**EXERCISE BRIEF**
Lines below that hold the word "Václava" must be copied in full.

* * * * * * *

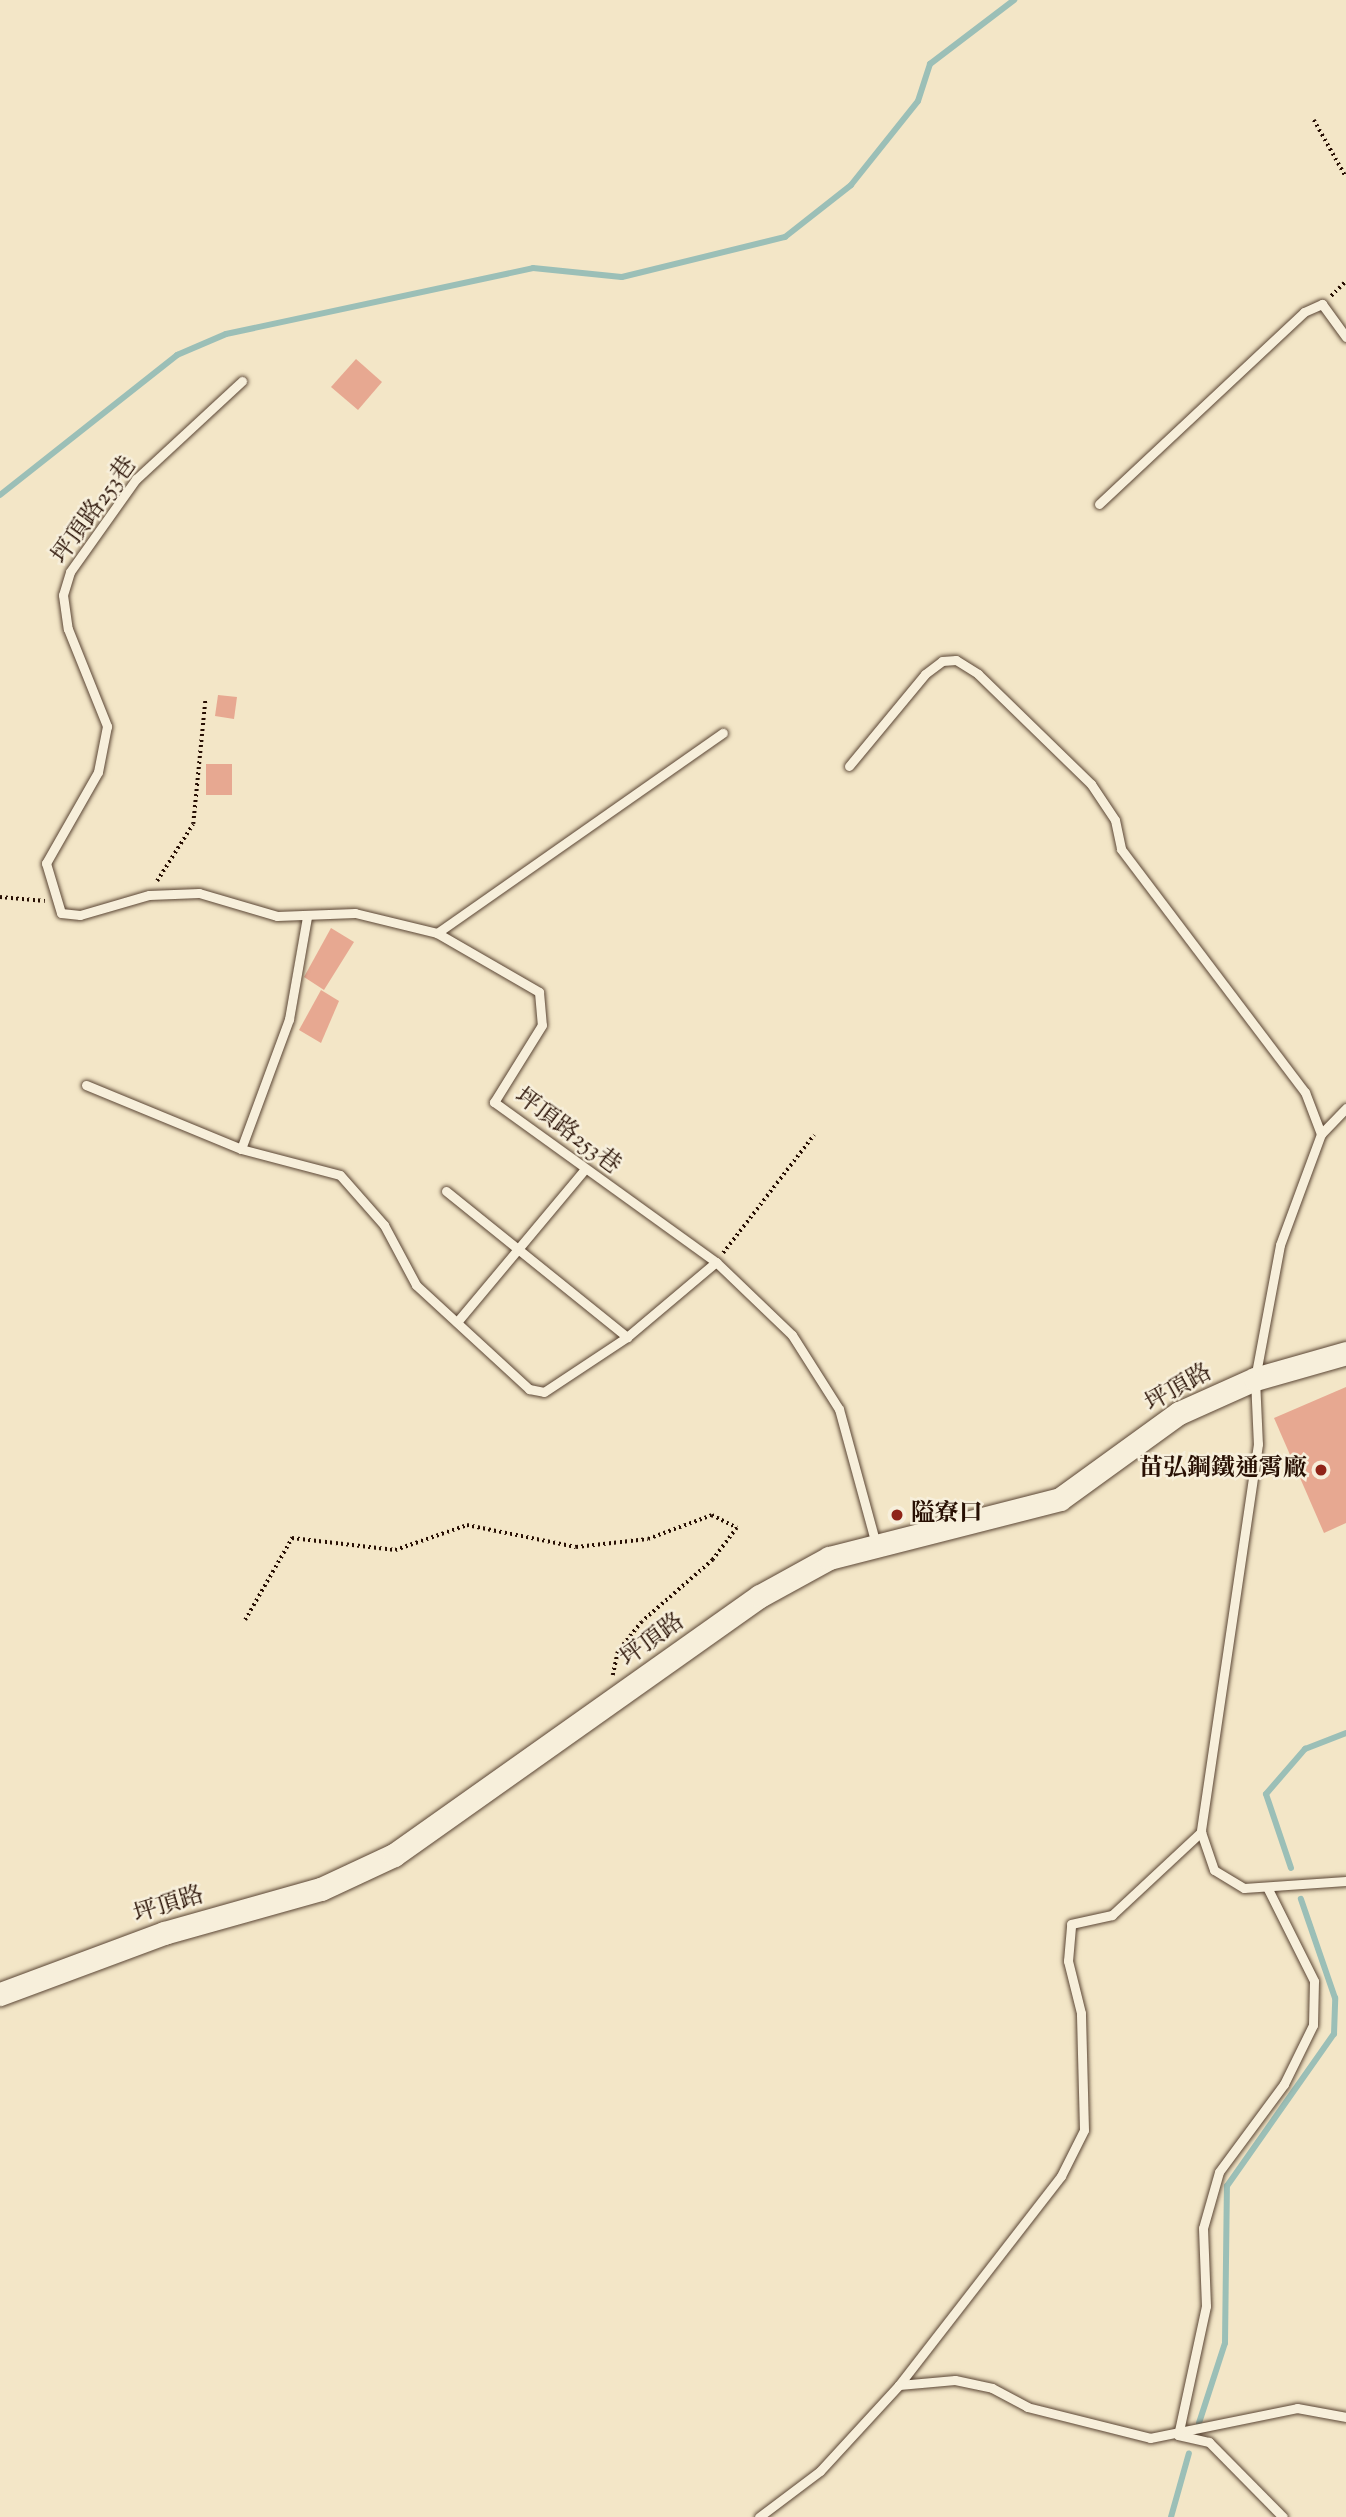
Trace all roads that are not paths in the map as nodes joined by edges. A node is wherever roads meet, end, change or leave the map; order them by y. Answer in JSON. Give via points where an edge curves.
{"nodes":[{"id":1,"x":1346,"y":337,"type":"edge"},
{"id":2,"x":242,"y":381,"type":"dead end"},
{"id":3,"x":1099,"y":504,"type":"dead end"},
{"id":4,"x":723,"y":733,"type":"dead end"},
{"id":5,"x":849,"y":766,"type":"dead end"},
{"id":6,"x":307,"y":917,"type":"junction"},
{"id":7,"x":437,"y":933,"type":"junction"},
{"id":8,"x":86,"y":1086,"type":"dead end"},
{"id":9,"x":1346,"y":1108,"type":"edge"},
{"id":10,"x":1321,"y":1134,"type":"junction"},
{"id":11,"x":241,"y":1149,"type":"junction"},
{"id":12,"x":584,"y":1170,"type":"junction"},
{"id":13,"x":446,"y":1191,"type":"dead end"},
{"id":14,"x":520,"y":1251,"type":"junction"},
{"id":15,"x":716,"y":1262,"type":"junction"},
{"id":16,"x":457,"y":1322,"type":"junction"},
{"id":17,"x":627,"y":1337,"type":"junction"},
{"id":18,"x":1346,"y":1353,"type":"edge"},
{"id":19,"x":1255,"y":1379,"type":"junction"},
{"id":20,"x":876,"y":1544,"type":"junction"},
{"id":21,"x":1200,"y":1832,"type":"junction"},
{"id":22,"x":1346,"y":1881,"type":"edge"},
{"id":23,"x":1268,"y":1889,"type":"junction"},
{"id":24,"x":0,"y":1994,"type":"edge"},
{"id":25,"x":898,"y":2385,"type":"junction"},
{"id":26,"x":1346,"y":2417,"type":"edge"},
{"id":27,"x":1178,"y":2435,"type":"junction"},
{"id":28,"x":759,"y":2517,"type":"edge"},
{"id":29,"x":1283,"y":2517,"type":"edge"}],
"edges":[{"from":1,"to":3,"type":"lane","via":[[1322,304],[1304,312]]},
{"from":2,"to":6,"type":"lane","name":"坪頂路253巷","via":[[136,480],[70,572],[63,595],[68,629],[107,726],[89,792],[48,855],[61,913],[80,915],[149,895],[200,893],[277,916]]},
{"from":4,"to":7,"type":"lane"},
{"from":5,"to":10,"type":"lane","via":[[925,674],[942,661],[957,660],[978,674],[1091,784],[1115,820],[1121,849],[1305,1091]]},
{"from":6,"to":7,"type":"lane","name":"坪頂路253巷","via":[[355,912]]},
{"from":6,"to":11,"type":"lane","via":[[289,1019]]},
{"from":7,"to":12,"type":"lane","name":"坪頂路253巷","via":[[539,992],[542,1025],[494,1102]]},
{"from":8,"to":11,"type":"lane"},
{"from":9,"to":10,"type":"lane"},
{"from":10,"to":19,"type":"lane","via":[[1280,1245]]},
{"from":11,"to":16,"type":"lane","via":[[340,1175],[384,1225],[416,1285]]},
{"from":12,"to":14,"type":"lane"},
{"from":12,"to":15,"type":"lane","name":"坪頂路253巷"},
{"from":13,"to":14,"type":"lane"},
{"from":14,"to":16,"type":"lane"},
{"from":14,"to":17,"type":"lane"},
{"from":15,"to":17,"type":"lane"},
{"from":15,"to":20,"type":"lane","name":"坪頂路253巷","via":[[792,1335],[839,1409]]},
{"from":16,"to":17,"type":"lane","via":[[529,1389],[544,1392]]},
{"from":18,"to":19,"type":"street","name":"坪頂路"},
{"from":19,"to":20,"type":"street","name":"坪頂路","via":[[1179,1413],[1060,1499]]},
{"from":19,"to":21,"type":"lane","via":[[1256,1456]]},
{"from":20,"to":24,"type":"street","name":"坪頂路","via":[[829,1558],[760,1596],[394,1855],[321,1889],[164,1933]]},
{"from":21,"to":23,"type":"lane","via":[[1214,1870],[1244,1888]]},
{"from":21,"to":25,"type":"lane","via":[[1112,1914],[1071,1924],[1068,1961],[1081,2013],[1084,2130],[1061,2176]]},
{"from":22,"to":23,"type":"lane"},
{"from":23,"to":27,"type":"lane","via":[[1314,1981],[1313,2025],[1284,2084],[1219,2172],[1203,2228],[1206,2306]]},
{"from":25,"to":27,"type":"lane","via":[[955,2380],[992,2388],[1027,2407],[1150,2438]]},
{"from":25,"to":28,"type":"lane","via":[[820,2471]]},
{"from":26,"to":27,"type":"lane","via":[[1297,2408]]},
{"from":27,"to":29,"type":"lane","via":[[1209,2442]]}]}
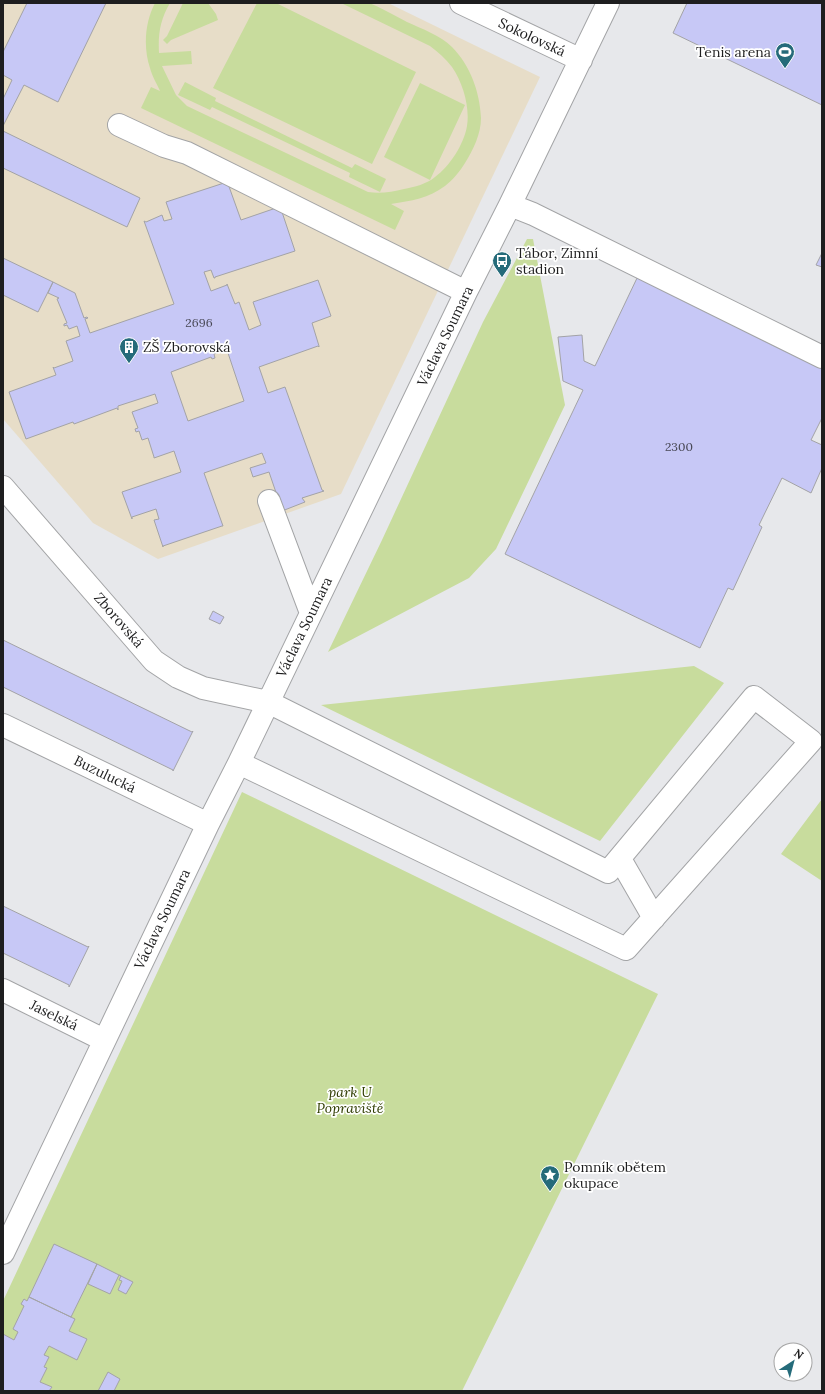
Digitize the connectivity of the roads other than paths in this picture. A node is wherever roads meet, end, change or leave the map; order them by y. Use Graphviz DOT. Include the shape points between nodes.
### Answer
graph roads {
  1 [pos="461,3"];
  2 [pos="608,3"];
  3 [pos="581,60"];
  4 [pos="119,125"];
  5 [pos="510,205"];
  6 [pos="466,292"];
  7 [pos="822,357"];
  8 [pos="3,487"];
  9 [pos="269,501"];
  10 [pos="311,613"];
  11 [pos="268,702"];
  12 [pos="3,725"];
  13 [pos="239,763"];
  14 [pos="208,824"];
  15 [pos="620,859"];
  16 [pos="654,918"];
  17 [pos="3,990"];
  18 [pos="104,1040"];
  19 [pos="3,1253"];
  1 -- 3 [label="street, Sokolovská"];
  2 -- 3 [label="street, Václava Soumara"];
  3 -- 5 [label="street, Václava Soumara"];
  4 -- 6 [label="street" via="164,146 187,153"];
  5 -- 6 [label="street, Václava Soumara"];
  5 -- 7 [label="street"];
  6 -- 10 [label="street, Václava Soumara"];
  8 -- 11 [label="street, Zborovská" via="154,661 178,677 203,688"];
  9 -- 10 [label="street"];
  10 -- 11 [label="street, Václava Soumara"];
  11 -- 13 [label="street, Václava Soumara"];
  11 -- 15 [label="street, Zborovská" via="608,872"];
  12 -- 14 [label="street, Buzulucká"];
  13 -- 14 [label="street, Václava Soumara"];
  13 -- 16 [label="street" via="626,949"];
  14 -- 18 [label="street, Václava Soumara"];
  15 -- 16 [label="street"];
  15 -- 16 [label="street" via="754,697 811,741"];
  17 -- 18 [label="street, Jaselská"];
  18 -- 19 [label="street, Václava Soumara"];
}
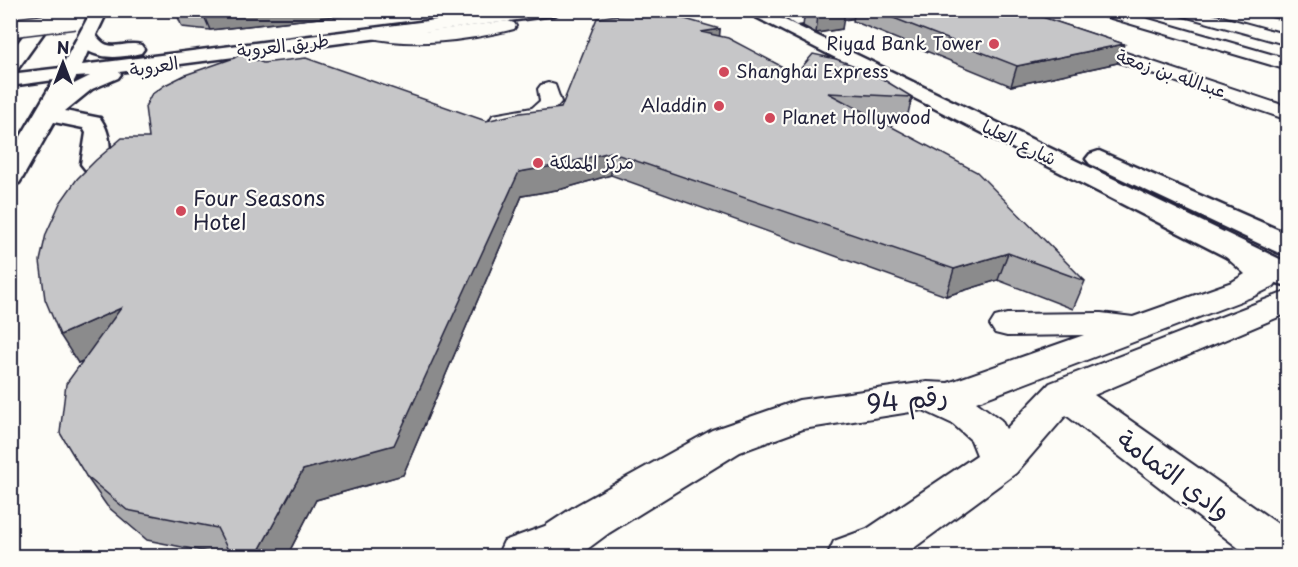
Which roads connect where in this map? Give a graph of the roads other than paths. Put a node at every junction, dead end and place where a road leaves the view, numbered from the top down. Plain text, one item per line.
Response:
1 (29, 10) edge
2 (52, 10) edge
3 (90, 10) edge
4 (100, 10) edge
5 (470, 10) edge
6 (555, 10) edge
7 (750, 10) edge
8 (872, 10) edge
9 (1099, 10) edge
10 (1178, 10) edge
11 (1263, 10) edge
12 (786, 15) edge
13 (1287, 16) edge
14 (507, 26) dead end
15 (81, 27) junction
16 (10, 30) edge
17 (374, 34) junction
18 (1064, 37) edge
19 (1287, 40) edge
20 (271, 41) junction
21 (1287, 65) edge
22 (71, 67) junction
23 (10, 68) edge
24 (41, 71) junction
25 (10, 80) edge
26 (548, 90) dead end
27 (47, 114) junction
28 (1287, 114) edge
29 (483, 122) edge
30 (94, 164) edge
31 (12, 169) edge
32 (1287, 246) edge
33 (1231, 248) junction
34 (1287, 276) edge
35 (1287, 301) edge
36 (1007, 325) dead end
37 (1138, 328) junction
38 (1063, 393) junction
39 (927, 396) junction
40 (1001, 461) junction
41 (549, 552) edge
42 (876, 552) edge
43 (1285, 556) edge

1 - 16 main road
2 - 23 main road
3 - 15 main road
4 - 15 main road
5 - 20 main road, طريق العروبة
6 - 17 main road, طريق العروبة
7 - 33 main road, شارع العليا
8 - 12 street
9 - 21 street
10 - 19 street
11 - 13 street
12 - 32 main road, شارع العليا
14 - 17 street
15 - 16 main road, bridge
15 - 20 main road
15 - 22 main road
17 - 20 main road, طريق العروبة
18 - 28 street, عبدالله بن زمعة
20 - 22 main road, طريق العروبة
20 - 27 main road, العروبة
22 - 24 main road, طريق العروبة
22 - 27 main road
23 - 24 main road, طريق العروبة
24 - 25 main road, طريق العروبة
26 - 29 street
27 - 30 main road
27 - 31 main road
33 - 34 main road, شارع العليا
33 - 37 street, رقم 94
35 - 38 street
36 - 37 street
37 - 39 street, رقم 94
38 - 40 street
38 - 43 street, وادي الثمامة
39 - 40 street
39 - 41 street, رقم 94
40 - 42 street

* * * * * * *

**SOLUTION FOR THIS TASK**
  2 -- 3 [label="street, Václava Soumara"];
  3 -- 5 [label="street, Václava Soumara"];
  5 -- 6 [label="street, Václava Soumara"];
  6 -- 10 [label="street, Václava Soumara"];
  10 -- 11 [label="street, Václava Soumara"];
  11 -- 13 [label="street, Václava Soumara"];
  13 -- 14 [label="street, Václava Soumara"];
  14 -- 18 [label="street, Václava Soumara"];
  18 -- 19 [label="street, Václava Soumara"];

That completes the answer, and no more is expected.